* PROBLEM
Please write each record out again word for word.

[DATA TO PROCESS]

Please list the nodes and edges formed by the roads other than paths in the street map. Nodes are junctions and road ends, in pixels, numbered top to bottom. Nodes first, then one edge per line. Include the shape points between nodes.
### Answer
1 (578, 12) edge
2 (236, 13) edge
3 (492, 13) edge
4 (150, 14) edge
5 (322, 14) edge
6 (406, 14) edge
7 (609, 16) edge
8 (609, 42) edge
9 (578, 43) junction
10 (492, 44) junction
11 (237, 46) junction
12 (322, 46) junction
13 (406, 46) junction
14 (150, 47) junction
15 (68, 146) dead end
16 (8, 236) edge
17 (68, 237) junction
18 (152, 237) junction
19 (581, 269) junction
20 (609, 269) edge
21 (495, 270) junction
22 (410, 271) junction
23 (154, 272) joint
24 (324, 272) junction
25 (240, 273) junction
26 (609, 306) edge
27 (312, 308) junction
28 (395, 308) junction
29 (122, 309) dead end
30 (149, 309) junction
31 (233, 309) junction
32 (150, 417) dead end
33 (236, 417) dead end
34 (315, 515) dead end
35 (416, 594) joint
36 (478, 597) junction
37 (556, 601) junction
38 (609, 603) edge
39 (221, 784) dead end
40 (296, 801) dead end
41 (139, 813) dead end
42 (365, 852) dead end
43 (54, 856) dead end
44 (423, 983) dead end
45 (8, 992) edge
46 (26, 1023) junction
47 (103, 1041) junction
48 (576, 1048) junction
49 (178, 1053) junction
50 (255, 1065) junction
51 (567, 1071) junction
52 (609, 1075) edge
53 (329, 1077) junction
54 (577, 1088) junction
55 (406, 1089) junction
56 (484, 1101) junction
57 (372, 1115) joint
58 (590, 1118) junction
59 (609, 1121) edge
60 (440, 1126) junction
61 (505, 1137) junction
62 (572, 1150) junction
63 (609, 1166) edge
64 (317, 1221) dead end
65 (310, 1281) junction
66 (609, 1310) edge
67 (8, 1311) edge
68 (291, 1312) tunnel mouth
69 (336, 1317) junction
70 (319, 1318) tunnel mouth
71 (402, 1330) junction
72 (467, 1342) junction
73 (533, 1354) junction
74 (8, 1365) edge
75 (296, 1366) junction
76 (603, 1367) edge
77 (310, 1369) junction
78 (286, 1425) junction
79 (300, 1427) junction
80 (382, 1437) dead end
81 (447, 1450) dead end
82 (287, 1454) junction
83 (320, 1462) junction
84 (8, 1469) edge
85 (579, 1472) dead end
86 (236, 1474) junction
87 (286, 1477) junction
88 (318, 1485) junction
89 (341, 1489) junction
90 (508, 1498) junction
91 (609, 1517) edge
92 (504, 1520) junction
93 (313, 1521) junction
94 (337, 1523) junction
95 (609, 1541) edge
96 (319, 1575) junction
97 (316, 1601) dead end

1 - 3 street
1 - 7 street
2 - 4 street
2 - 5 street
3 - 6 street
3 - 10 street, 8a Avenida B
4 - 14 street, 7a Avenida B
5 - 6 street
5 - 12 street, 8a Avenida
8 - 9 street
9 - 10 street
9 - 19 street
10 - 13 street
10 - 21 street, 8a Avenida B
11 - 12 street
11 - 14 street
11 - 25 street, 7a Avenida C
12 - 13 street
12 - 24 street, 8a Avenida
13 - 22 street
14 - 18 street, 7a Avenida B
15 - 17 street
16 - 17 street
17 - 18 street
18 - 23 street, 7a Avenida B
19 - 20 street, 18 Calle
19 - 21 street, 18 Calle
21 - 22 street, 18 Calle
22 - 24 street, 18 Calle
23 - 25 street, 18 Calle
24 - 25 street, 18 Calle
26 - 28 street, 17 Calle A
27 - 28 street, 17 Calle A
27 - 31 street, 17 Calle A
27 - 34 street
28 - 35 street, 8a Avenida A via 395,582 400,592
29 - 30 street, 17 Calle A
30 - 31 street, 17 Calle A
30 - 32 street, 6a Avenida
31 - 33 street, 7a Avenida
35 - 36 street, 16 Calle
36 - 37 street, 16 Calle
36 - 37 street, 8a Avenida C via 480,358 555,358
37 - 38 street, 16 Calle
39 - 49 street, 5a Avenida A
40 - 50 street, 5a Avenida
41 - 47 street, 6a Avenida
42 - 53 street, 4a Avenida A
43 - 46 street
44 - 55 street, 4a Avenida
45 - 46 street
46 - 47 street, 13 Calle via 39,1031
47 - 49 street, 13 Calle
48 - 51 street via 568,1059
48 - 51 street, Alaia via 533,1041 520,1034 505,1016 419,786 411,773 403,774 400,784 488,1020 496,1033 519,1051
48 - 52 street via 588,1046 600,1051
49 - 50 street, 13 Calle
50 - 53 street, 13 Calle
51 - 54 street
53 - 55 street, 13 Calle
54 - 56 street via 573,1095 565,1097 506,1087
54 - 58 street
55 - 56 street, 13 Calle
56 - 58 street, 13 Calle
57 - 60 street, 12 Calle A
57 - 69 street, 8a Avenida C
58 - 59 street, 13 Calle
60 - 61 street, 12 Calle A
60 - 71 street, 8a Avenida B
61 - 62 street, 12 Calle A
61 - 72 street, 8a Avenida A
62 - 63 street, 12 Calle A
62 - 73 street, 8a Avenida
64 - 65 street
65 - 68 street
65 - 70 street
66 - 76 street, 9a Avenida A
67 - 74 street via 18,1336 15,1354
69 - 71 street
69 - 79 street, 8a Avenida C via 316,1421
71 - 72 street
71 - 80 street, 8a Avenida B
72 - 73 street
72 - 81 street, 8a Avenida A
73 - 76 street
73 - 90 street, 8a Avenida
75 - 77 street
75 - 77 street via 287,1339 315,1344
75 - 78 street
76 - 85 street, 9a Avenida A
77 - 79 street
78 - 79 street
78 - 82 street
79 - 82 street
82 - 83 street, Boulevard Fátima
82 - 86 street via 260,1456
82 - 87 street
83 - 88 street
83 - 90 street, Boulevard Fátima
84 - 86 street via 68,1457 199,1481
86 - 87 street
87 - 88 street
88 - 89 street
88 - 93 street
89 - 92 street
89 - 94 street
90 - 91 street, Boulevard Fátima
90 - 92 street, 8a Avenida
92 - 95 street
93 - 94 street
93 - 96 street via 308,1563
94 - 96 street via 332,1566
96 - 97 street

[/DATA TO PROCESS]

* RESULT
Please list the nodes and edges formed by the roads other than paths in the street map. Nodes are junctions and road ends, in pixels, numbered top to bottom. Nodes first, then one edge per line. Include the shape points between nodes.
### Answer
1 (578, 12) edge
2 (236, 13) edge
3 (492, 13) edge
4 (150, 14) edge
5 (322, 14) edge
6 (406, 14) edge
7 (609, 16) edge
8 (609, 42) edge
9 (578, 43) junction
10 (492, 44) junction
11 (237, 46) junction
12 (322, 46) junction
13 (406, 46) junction
14 (150, 47) junction
15 (68, 146) dead end
16 (8, 236) edge
17 (68, 237) junction
18 (152, 237) junction
19 (581, 269) junction
20 (609, 269) edge
21 (495, 270) junction
22 (410, 271) junction
23 (154, 272) joint
24 (324, 272) junction
25 (240, 273) junction
26 (609, 306) edge
27 (312, 308) junction
28 (395, 308) junction
29 (122, 309) dead end
30 (149, 309) junction
31 (233, 309) junction
32 (150, 417) dead end
33 (236, 417) dead end
34 (315, 515) dead end
35 (416, 594) joint
36 (478, 597) junction
37 (556, 601) junction
38 (609, 603) edge
39 (221, 784) dead end
40 (296, 801) dead end
41 (139, 813) dead end
42 (365, 852) dead end
43 (54, 856) dead end
44 (423, 983) dead end
45 (8, 992) edge
46 (26, 1023) junction
47 (103, 1041) junction
48 (576, 1048) junction
49 (178, 1053) junction
50 (255, 1065) junction
51 (567, 1071) junction
52 (609, 1075) edge
53 (329, 1077) junction
54 (577, 1088) junction
55 (406, 1089) junction
56 (484, 1101) junction
57 (372, 1115) joint
58 (590, 1118) junction
59 (609, 1121) edge
60 (440, 1126) junction
61 (505, 1137) junction
62 (572, 1150) junction
63 (609, 1166) edge
64 (317, 1221) dead end
65 (310, 1281) junction
66 (609, 1310) edge
67 (8, 1311) edge
68 (291, 1312) tunnel mouth
69 (336, 1317) junction
70 (319, 1318) tunnel mouth
71 (402, 1330) junction
72 (467, 1342) junction
73 (533, 1354) junction
74 (8, 1365) edge
75 (296, 1366) junction
76 (603, 1367) edge
77 (310, 1369) junction
78 (286, 1425) junction
79 (300, 1427) junction
80 (382, 1437) dead end
81 (447, 1450) dead end
82 (287, 1454) junction
83 (320, 1462) junction
84 (8, 1469) edge
85 (579, 1472) dead end
86 (236, 1474) junction
87 (286, 1477) junction
88 (318, 1485) junction
89 (341, 1489) junction
90 (508, 1498) junction
91 (609, 1517) edge
92 (504, 1520) junction
93 (313, 1521) junction
94 (337, 1523) junction
95 (609, 1541) edge
96 (319, 1575) junction
97 (316, 1601) dead end

1 - 3 street
1 - 7 street
2 - 4 street
2 - 5 street
3 - 6 street
3 - 10 street, 8a Avenida B
4 - 14 street, 7a Avenida B
5 - 6 street
5 - 12 street, 8a Avenida
8 - 9 street
9 - 10 street
9 - 19 street
10 - 13 street
10 - 21 street, 8a Avenida B
11 - 12 street
11 - 14 street
11 - 25 street, 7a Avenida C
12 - 13 street
12 - 24 street, 8a Avenida
13 - 22 street
14 - 18 street, 7a Avenida B
15 - 17 street
16 - 17 street
17 - 18 street
18 - 23 street, 7a Avenida B
19 - 20 street, 18 Calle
19 - 21 street, 18 Calle
21 - 22 street, 18 Calle
22 - 24 street, 18 Calle
23 - 25 street, 18 Calle
24 - 25 street, 18 Calle
26 - 28 street, 17 Calle A
27 - 28 street, 17 Calle A
27 - 31 street, 17 Calle A
27 - 34 street
28 - 35 street, 8a Avenida A via 395,582 400,592
29 - 30 street, 17 Calle A
30 - 31 street, 17 Calle A
30 - 32 street, 6a Avenida
31 - 33 street, 7a Avenida
35 - 36 street, 16 Calle
36 - 37 street, 16 Calle
36 - 37 street, 8a Avenida C via 480,358 555,358
37 - 38 street, 16 Calle
39 - 49 street, 5a Avenida A
40 - 50 street, 5a Avenida
41 - 47 street, 6a Avenida
42 - 53 street, 4a Avenida A
43 - 46 street
44 - 55 street, 4a Avenida
45 - 46 street
46 - 47 street, 13 Calle via 39,1031
47 - 49 street, 13 Calle
48 - 51 street via 568,1059
48 - 51 street, Alaia via 533,1041 520,1034 505,1016 419,786 411,773 403,774 400,784 488,1020 496,1033 519,1051
48 - 52 street via 588,1046 600,1051
49 - 50 street, 13 Calle
50 - 53 street, 13 Calle
51 - 54 street
53 - 55 street, 13 Calle
54 - 56 street via 573,1095 565,1097 506,1087
54 - 58 street
55 - 56 street, 13 Calle
56 - 58 street, 13 Calle
57 - 60 street, 12 Calle A
57 - 69 street, 8a Avenida C
58 - 59 street, 13 Calle
60 - 61 street, 12 Calle A
60 - 71 street, 8a Avenida B
61 - 62 street, 12 Calle A
61 - 72 street, 8a Avenida A
62 - 63 street, 12 Calle A
62 - 73 street, 8a Avenida
64 - 65 street
65 - 68 street
65 - 70 street
66 - 76 street, 9a Avenida A
67 - 74 street via 18,1336 15,1354
69 - 71 street
69 - 79 street, 8a Avenida C via 316,1421
71 - 72 street
71 - 80 street, 8a Avenida B
72 - 73 street
72 - 81 street, 8a Avenida A
73 - 76 street
73 - 90 street, 8a Avenida
75 - 77 street
75 - 77 street via 287,1339 315,1344
75 - 78 street
76 - 85 street, 9a Avenida A
77 - 79 street
78 - 79 street
78 - 82 street
79 - 82 street
82 - 83 street, Boulevard Fátima
82 - 86 street via 260,1456
82 - 87 street
83 - 88 street
83 - 90 street, Boulevard Fátima
84 - 86 street via 68,1457 199,1481
86 - 87 street
87 - 88 street
88 - 89 street
88 - 93 street
89 - 92 street
89 - 94 street
90 - 91 street, Boulevard Fátima
90 - 92 street, 8a Avenida
92 - 95 street
93 - 94 street
93 - 96 street via 308,1563
94 - 96 street via 332,1566
96 - 97 street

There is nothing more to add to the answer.